Spotlight

 

Just watched Spotlight (2015) directed by Tom McCarthy. A movie on child molestation and sexual abuse in the Catholic Church at the hands of priests in the Boston (MA) area. And I must say it is so near home. Anyone who has been part of a church choir, or the altar boys, or even played badminton in the Stone Hall beneath the Chapel, or dusted and arranged the bookcases of priests, knows what I am talking of, and some of us have gone through suggestive words by these priests.

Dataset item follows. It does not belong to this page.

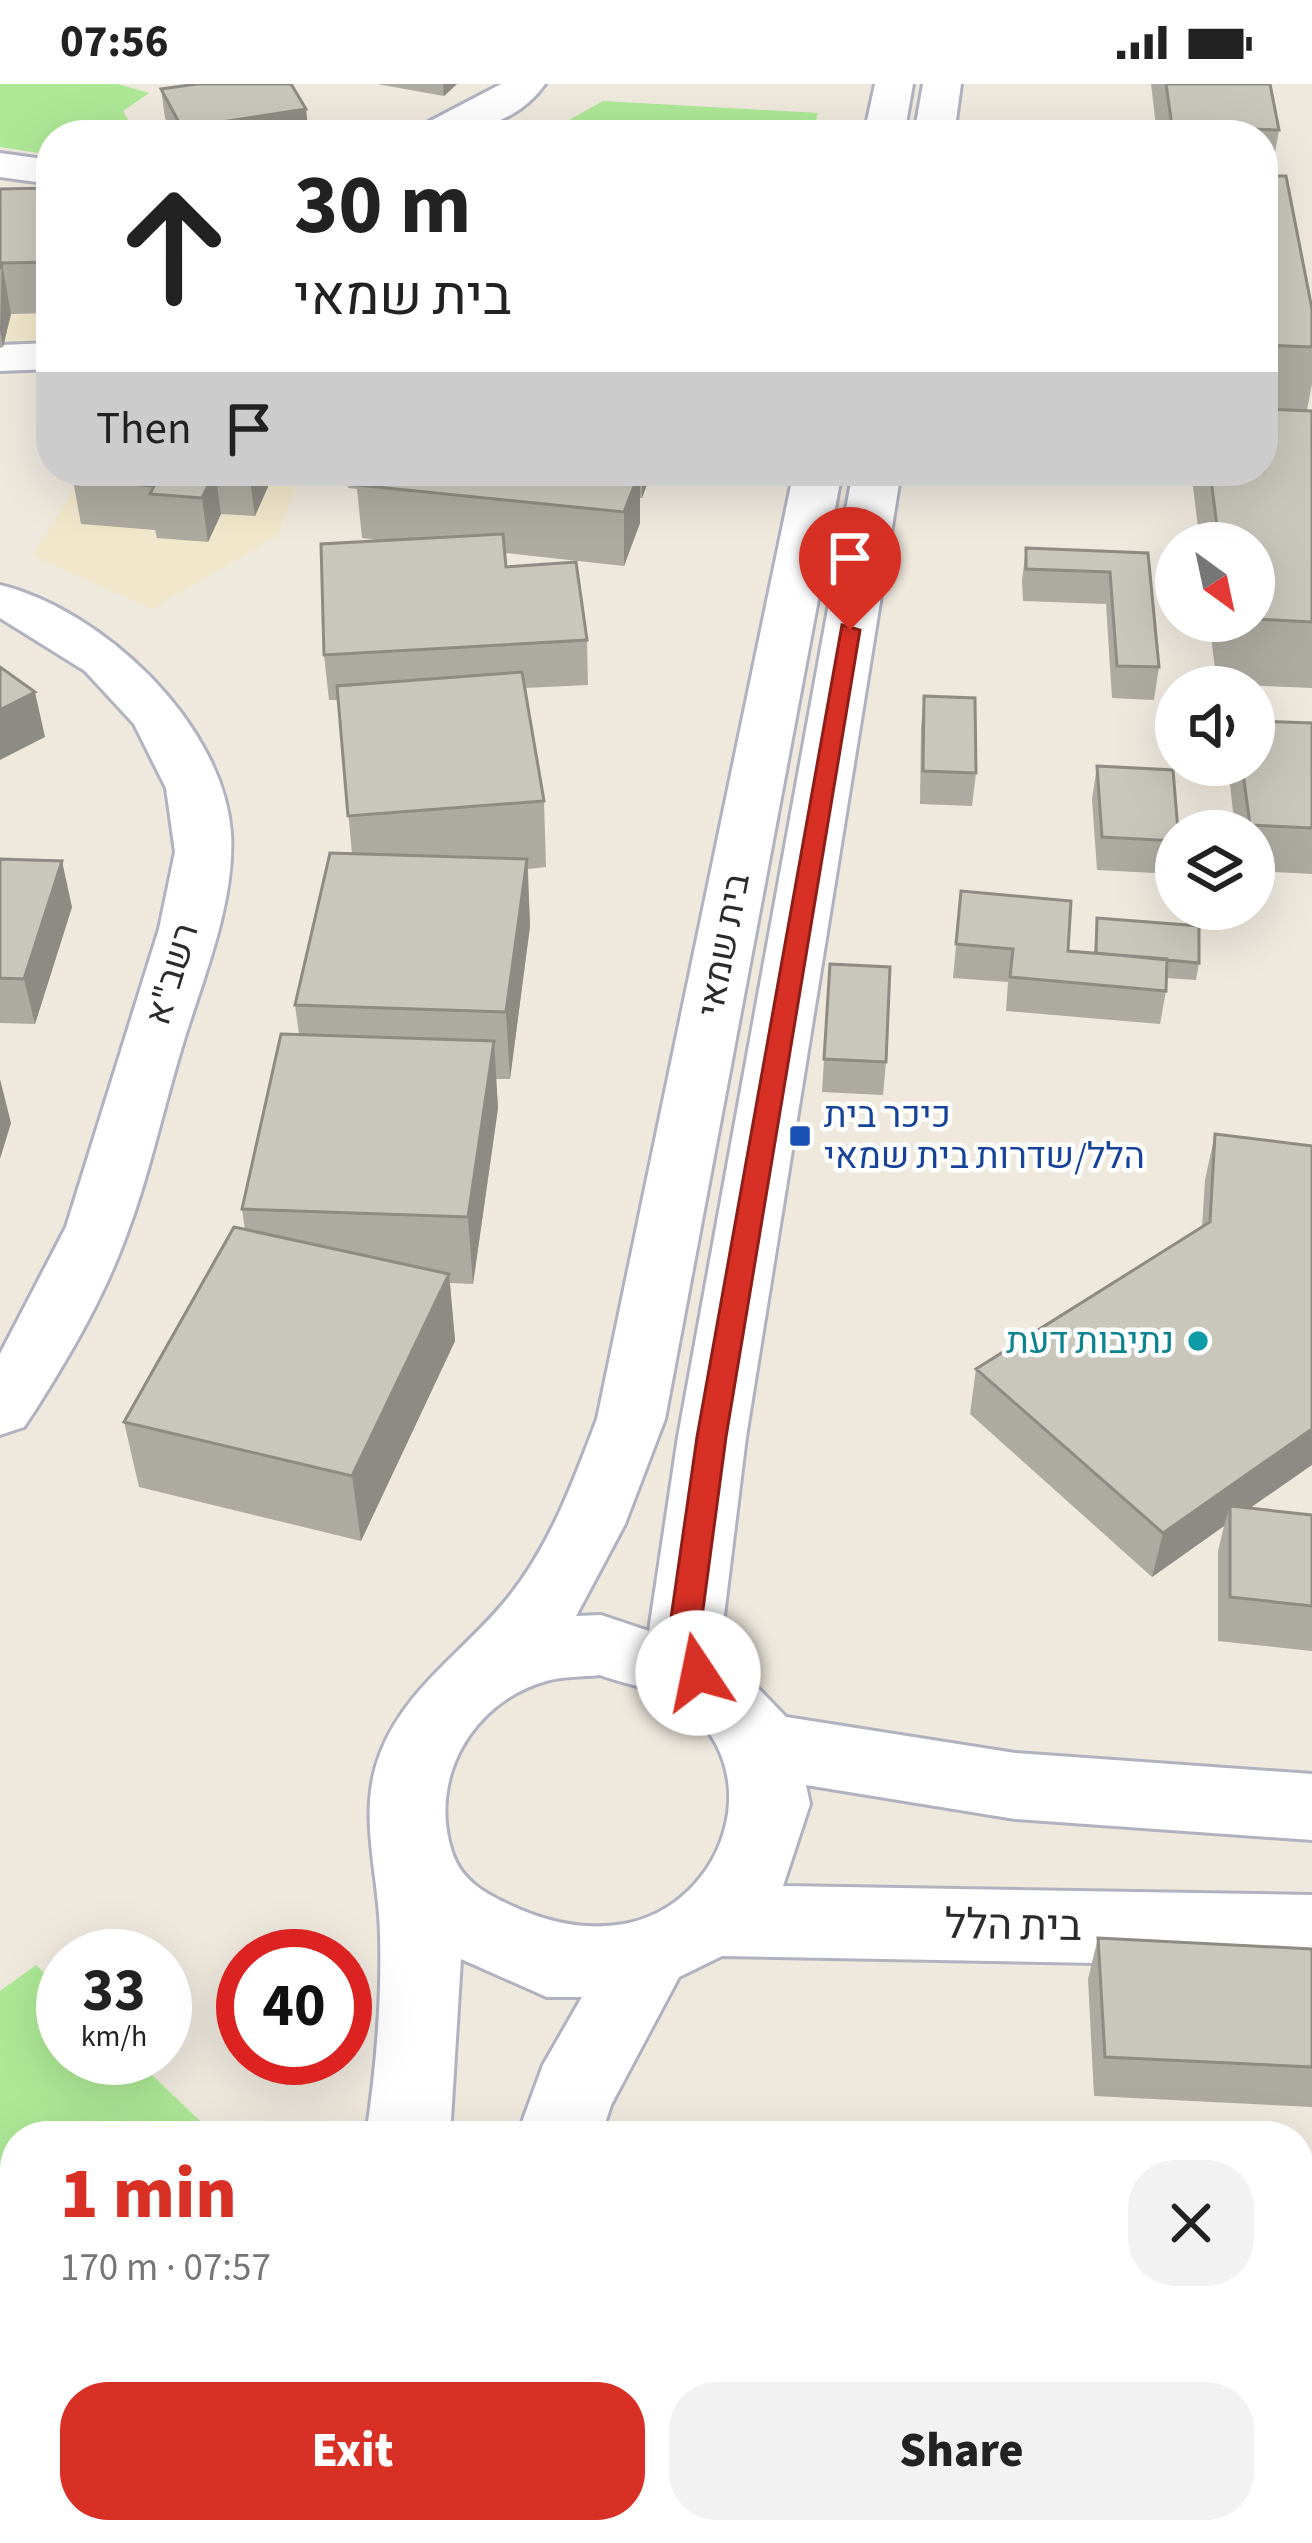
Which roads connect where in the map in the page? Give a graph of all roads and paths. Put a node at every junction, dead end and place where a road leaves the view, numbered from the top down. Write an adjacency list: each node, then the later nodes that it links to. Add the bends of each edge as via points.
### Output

I am glad I was taught to be open and chat about the day, and I had a good dialogue with my mom who recognized the sentiments behind those words and stopped us from playing badminton, and spending extra time with the priests. I know of a newly ordained priest closer home, who had been sodomized and hence left the priesthood, just after his ordination, before his first Mass.  So I am talking Bombay and Goa – two heavy bastions of the Catholic community.

So what the Spotlight movie talks of is real. A couple of years back the Pope Benedict XVI apologized for these pedophile priests. Never mind that those priests were finally taken away and put in glorious places in the Vatican. The trauma that his flock instilled in their community is here to stay. It is a known fact, yet hidden by Catholic Guilt. Not only are children subject to victimization, even nuns too. A former nun published a book on it, “Amen – The Autobiography of a Nun” by Sister Jesme (Penguin).

A lot of Catholics take priests to be representatives of God. But do they follow the holiness? Celibacy is one of the sacrosanct vows that they have to take. But as humans first and men, it is not easy to be celibate. It is easy to be tempted. I know of a lady following a priest to every parish he was stationed, in the hope of finally getting him. And I know of priests who have quit after years of being a priest and married their fellow parishioners too. But I also heard enough of priests and their shenanigans.

As the movie depicts, kids from poorer families, broken homes, disturbed homes these are the vulnerable prey. It is an indelible scar and very humanely portrayed in the movie. Men 30-40 years later breaking down and crying, urging the reporters to ‘get them.’

This movie is a reality that deserved to be brought to light. Dig in and you will find many more right in your city. It won’t surprise me.

Spotlight truly deserved the Best Picture and Best Original Screenplay Academy Award; the Oscars were this time, right on some counts.